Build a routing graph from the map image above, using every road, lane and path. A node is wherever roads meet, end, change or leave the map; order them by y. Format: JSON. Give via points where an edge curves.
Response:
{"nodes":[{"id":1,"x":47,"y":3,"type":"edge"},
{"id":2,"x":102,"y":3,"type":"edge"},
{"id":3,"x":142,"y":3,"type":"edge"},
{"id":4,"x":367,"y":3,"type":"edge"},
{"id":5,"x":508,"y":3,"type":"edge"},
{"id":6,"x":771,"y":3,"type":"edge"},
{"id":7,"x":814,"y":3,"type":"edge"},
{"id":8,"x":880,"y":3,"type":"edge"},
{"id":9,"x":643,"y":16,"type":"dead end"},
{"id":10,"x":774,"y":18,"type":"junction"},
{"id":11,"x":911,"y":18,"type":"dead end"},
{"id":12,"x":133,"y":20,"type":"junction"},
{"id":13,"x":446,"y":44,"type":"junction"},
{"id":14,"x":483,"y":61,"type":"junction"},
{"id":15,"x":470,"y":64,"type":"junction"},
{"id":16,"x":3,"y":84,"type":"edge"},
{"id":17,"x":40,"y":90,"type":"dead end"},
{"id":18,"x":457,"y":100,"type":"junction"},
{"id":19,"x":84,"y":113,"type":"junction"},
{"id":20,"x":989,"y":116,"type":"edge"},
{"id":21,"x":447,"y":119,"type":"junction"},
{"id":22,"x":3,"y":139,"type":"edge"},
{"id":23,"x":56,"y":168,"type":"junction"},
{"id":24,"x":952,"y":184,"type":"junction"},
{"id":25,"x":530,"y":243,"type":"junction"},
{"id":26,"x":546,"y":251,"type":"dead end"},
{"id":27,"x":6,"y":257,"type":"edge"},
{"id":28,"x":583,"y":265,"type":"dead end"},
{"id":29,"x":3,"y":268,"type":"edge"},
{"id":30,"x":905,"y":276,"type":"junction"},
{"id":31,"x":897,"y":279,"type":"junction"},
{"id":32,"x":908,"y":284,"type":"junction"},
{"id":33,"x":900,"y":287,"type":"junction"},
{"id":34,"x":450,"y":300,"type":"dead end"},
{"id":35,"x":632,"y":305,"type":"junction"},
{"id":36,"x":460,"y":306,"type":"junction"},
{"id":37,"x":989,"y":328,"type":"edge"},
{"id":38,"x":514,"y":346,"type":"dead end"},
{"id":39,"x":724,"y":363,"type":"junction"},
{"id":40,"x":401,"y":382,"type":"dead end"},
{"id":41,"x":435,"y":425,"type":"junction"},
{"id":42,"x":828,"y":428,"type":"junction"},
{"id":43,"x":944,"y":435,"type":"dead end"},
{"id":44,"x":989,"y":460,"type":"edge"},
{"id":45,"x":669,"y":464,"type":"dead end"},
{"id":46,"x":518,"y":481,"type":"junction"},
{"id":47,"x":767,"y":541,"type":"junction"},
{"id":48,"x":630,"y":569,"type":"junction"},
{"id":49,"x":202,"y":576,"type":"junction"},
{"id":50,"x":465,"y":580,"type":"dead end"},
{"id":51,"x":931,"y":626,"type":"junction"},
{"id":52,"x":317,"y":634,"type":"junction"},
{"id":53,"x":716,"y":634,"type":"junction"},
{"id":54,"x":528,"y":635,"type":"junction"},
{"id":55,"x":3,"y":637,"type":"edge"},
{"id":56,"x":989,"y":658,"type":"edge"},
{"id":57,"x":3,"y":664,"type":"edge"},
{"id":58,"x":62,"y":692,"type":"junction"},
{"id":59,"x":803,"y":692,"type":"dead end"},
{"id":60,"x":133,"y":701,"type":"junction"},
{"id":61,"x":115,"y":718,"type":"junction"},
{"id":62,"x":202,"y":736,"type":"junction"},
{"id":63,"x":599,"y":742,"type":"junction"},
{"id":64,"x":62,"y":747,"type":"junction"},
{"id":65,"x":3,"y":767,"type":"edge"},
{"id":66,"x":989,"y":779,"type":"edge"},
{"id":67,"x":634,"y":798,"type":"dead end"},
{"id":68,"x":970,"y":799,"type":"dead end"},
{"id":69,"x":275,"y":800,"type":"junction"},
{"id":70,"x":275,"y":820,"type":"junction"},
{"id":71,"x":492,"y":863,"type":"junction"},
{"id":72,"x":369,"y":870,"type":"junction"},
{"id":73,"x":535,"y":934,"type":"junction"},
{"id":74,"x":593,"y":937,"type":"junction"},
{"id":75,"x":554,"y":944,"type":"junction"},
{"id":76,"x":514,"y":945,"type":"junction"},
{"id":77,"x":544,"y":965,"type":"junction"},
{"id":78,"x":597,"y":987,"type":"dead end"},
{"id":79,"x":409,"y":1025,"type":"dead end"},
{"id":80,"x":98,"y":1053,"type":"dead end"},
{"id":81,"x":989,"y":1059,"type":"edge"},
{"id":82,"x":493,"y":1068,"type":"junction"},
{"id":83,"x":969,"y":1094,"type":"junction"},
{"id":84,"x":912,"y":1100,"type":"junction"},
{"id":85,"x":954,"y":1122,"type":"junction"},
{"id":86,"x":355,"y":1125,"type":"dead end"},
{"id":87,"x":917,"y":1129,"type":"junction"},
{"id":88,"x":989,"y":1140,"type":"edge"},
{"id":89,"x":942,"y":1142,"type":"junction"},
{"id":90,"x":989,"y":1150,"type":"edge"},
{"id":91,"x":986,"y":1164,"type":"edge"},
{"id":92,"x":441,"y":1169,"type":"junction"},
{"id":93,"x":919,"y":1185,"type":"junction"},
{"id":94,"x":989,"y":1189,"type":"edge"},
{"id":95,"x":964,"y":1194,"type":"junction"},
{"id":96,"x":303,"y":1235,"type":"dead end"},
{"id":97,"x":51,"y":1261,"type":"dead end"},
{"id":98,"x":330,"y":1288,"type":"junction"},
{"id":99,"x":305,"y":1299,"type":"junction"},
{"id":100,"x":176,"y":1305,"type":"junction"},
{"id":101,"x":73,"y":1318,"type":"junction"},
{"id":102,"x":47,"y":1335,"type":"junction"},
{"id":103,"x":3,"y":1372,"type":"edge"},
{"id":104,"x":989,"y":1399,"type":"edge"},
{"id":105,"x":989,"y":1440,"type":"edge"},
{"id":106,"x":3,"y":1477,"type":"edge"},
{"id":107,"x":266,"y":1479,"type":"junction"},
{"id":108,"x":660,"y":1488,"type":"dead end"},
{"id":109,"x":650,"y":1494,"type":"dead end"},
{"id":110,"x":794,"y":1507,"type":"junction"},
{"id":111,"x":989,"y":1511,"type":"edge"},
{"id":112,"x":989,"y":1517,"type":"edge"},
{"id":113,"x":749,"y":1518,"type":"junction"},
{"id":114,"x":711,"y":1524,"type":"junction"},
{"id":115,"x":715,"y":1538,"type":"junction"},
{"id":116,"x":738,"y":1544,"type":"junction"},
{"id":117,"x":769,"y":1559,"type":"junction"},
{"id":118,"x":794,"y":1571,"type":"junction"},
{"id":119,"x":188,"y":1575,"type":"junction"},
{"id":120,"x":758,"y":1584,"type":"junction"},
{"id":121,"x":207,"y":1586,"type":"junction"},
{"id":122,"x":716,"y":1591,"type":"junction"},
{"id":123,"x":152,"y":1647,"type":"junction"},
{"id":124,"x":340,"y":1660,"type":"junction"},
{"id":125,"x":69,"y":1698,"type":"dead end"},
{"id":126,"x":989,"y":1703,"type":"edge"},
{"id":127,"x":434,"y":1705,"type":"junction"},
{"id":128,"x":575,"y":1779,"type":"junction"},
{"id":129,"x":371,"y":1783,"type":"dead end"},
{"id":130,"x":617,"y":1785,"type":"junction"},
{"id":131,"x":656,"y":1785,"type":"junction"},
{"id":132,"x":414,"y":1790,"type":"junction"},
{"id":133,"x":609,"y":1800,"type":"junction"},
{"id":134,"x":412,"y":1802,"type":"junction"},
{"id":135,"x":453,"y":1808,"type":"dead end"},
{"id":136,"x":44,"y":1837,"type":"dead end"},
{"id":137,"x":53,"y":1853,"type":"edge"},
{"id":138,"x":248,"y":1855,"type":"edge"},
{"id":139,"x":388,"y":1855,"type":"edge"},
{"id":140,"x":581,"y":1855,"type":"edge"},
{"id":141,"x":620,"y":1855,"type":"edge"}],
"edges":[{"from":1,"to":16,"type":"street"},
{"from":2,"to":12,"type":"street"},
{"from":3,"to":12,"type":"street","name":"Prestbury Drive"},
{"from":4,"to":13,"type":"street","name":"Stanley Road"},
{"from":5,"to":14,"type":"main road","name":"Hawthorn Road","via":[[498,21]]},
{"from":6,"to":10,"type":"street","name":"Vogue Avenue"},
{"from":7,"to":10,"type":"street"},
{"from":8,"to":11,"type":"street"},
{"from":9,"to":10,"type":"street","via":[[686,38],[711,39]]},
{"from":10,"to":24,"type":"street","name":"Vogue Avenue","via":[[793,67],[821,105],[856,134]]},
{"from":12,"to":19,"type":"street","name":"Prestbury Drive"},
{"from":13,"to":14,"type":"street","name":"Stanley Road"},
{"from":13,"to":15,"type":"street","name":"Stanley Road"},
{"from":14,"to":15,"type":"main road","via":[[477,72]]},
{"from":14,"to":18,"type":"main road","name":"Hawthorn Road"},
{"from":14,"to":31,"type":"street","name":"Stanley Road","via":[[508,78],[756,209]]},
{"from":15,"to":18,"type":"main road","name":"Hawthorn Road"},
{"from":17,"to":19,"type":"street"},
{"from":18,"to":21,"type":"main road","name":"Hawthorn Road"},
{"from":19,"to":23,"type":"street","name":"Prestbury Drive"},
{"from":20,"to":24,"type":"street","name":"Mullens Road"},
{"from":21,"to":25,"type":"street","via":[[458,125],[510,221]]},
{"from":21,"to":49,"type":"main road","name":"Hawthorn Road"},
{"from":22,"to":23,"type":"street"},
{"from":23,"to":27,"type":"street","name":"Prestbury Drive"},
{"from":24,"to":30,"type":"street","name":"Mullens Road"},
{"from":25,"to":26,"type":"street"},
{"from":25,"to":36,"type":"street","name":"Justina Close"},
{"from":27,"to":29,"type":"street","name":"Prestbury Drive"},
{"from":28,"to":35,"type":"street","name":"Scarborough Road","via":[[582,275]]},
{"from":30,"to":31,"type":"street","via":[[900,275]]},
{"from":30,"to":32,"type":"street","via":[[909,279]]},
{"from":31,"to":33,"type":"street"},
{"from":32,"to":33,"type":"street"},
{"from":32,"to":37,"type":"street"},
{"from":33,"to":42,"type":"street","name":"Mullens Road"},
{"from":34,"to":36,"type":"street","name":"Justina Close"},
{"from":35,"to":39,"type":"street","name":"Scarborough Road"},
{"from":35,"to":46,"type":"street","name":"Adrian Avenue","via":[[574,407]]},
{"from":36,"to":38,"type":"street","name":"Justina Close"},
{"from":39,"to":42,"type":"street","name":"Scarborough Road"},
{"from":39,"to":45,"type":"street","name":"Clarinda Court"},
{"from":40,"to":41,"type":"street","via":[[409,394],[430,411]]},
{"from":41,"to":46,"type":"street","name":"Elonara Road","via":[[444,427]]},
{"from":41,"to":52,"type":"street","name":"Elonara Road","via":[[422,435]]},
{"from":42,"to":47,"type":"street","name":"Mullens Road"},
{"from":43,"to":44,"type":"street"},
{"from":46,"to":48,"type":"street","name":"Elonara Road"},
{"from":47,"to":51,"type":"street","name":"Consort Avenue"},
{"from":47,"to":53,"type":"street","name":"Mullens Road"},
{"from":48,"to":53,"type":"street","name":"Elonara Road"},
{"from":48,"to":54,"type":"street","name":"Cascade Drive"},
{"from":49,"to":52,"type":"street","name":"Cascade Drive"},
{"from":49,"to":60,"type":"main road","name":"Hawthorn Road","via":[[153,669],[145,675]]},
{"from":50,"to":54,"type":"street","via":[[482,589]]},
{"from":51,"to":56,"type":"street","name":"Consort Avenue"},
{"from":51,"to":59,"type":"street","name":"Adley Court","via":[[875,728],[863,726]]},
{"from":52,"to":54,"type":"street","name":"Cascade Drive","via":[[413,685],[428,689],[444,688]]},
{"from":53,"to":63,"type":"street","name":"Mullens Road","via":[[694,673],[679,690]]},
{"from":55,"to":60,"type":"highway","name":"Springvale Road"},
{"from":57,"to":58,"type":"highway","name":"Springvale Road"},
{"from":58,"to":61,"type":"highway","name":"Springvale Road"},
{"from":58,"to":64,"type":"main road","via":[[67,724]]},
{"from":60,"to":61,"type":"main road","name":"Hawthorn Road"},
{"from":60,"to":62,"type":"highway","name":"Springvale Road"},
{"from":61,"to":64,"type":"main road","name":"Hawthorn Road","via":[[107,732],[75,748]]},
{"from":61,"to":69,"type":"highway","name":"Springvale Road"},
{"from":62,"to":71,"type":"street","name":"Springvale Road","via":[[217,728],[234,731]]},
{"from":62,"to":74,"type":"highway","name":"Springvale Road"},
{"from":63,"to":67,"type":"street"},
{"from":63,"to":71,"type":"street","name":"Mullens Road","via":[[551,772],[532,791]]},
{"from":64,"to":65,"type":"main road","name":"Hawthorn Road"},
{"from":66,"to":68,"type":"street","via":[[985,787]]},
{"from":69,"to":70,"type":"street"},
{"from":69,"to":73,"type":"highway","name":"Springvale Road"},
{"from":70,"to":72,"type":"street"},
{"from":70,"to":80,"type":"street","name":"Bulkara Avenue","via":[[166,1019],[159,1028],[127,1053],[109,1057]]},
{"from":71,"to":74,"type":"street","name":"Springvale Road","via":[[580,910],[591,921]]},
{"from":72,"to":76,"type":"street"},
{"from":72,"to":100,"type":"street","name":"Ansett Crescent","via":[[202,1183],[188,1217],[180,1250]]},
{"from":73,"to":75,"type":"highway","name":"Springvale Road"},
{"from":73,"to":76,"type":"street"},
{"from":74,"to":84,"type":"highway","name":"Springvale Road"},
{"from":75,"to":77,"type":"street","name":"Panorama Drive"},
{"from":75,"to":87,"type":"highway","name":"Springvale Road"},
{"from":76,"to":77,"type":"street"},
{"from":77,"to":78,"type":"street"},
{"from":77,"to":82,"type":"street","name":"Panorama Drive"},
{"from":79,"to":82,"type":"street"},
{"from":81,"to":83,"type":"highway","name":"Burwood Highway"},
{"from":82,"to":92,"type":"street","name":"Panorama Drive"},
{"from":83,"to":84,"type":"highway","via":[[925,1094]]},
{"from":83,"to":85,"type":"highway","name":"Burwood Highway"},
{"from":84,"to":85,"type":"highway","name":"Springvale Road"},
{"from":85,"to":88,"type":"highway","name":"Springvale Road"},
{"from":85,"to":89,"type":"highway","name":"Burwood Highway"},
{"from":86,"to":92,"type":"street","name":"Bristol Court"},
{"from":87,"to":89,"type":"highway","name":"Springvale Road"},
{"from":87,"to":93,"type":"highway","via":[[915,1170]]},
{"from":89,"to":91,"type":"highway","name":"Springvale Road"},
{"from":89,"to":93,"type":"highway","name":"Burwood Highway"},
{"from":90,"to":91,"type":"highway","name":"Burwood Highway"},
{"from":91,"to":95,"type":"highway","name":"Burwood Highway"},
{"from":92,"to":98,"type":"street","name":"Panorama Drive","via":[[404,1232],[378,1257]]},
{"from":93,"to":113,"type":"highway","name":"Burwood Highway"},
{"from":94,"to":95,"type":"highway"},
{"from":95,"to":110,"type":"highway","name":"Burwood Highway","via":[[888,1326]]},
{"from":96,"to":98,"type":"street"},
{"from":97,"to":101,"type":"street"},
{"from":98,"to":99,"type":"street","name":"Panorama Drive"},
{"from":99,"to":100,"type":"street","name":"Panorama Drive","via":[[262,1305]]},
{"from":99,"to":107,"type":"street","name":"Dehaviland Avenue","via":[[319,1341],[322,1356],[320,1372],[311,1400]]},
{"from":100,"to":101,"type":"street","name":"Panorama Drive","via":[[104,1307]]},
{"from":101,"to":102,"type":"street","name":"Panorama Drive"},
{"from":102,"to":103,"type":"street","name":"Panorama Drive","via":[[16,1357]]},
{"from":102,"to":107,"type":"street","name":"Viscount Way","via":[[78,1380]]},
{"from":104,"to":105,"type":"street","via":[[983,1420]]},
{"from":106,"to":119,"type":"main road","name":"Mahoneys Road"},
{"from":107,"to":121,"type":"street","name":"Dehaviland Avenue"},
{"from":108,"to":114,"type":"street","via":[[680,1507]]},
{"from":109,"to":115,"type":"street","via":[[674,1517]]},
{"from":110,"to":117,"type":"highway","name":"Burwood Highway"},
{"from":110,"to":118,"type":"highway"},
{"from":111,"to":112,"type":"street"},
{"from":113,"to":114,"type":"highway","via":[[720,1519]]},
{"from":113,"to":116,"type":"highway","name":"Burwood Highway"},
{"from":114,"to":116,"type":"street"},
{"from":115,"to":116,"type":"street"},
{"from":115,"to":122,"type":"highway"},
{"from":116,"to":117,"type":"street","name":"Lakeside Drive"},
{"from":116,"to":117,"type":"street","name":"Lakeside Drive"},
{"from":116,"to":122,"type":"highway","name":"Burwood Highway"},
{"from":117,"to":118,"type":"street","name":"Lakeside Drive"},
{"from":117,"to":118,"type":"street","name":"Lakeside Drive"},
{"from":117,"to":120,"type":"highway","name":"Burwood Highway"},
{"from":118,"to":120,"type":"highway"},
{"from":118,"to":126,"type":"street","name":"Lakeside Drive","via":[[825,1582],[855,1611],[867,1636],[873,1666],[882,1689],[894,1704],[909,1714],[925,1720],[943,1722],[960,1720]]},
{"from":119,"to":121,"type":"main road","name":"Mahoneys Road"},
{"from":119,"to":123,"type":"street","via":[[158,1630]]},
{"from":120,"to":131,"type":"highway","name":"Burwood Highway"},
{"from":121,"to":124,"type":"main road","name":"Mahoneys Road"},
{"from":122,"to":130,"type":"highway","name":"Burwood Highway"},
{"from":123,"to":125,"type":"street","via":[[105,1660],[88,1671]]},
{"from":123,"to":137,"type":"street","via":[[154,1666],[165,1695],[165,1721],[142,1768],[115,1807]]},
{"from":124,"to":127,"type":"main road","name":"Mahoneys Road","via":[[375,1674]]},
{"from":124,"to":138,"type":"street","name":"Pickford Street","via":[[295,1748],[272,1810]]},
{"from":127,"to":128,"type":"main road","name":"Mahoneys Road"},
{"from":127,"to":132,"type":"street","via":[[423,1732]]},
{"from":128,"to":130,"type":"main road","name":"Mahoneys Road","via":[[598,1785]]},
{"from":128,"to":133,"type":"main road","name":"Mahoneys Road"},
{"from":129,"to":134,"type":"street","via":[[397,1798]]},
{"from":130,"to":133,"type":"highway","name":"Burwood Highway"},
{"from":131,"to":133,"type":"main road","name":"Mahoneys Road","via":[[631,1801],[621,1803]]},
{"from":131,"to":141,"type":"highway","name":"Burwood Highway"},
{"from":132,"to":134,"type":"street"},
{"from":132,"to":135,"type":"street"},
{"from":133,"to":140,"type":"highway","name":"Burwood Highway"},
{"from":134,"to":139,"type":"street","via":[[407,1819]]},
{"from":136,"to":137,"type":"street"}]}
==
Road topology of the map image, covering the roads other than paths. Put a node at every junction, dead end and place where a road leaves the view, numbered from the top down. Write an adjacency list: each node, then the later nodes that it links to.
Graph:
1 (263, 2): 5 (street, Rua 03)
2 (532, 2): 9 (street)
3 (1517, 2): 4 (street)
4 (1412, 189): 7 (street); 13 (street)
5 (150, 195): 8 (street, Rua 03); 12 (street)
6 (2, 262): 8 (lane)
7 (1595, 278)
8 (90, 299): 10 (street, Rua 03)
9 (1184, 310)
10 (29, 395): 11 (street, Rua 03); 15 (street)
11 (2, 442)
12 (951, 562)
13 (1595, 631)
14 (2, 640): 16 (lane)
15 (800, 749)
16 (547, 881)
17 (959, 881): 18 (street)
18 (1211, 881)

• Work item:
Among the records above, find each line holding the string "where" and pull it out.

• Expected answer:
Build a routing graph from the map image above, using every road, lane and path. A node is wherever roads meet, end, change or leave the map; order them by y. Format: JSON. Give via points where an edge curves.
Road topology of the map image, covering the roads other than paths. Put a node at every junction, dead end and place where a road leaves the view, numbered from the top down. Write an adjacency list: each node, then the later nodes that it links to.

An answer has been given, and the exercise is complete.